Dasilva, a former real estate agent from the Lake Macquarie suburb of Bonnells Bay, was charged with murder in December 2013.
The court heard he and Ms Carter met via an online dating website and were engaged for a few months, but broke up in the February before her death.
In his opening address, Crown Prosecutor Lee Carr said Dasilva was “becoming more and more erratic” and Ms Carter was fearful of him.
Mr Carr told the jury that in May the accused had “moved from the not accepting stage and was entering the angry stage” regarding the relationship breakdown.

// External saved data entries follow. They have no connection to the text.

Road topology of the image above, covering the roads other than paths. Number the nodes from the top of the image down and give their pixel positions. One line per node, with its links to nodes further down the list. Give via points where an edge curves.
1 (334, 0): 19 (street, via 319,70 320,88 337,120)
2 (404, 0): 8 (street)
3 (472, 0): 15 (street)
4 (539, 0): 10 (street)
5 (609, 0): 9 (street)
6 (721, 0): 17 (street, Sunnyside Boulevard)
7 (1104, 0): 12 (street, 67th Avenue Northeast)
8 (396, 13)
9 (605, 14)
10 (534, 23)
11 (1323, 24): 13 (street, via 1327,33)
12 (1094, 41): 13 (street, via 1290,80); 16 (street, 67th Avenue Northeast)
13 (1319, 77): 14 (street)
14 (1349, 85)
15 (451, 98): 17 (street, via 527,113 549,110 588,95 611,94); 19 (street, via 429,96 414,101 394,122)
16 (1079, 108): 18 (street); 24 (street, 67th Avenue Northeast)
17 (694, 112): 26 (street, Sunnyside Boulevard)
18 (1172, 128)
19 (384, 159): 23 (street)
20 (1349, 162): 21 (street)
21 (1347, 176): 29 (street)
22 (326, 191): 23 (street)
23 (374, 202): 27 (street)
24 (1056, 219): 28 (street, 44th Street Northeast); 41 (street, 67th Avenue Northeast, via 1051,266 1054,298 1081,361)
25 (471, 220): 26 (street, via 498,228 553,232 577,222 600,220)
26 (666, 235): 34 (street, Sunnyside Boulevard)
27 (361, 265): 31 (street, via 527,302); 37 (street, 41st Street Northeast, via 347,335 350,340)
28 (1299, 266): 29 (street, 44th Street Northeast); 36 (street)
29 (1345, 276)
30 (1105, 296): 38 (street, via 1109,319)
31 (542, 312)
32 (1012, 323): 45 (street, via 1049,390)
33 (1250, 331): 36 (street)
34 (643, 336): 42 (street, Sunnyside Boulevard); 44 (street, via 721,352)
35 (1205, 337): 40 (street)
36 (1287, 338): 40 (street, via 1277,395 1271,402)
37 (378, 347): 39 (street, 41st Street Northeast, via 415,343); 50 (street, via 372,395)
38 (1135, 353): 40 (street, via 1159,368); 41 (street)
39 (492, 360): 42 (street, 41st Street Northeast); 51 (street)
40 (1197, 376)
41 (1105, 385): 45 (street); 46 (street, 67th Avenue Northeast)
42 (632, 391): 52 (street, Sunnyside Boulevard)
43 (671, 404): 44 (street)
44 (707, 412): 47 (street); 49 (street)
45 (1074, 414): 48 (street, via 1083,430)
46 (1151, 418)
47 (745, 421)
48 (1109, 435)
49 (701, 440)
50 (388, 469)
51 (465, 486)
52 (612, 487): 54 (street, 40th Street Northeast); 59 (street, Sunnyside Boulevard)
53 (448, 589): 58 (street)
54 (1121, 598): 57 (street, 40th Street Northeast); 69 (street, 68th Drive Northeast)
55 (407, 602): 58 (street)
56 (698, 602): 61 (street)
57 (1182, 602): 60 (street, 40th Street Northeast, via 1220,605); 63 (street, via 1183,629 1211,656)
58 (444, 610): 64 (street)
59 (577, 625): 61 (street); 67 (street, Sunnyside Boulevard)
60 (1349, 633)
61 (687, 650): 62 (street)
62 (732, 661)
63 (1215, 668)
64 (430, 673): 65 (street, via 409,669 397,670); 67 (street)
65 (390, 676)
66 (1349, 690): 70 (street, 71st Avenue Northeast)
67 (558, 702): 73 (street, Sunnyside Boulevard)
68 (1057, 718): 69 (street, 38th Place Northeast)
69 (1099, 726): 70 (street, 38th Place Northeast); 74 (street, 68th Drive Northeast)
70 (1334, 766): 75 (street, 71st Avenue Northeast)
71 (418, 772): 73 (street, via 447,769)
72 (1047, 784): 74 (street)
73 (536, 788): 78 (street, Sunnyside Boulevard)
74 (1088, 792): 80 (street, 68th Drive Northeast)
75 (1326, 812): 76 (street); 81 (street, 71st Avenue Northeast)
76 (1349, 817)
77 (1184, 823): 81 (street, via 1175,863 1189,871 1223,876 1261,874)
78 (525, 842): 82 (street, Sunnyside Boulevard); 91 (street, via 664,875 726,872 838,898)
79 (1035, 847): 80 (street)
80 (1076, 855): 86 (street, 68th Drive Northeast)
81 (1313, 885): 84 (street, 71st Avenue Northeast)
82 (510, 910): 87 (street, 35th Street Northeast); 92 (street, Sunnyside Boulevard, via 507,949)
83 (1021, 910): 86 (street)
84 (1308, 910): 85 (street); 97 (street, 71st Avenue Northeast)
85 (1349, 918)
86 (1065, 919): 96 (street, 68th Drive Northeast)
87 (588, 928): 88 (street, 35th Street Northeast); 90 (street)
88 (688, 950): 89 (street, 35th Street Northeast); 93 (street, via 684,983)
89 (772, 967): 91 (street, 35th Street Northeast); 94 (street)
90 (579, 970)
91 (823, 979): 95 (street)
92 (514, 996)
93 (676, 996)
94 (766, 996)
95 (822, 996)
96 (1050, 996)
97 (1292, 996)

The court heard Dasilva made several anonymous phone calls to Ms Carter’s boss and wrote numerous letters to local newspapers accusing the teacher of having a sexual relationship with a student.
The Crown alleges Dasilva used the laundry door to enter Ms Carter’s house late on May 15 or early May 16, 2010.
“There was no sign of forced entry” and “no sign of disturbance or a struggle”, Mr Carr said.
The Crown alleges Dasilva murdered Ms Carter, then half filled a frying pan with oil and turned the stove on high “in the hope of having the house burnt down”.
Mr Carr told the jury Ms Carter had severe head and facial injuries, which left her “nearly unrecognisable”.
The court heard her skull had been fractured and she died from multiple blunt force trauma.
Defence barrister Alissa Moen told the court “it wasn’t Dasilva that killed Ms Carter”, and she urged the jury to “keep an open mind” throughout the trial.
Ms Moen said she will be challenging the evidence from several Crown witnesses when she has the opportunity to cross examine.
The trial before Supreme Court Justice Ian Harrison continues.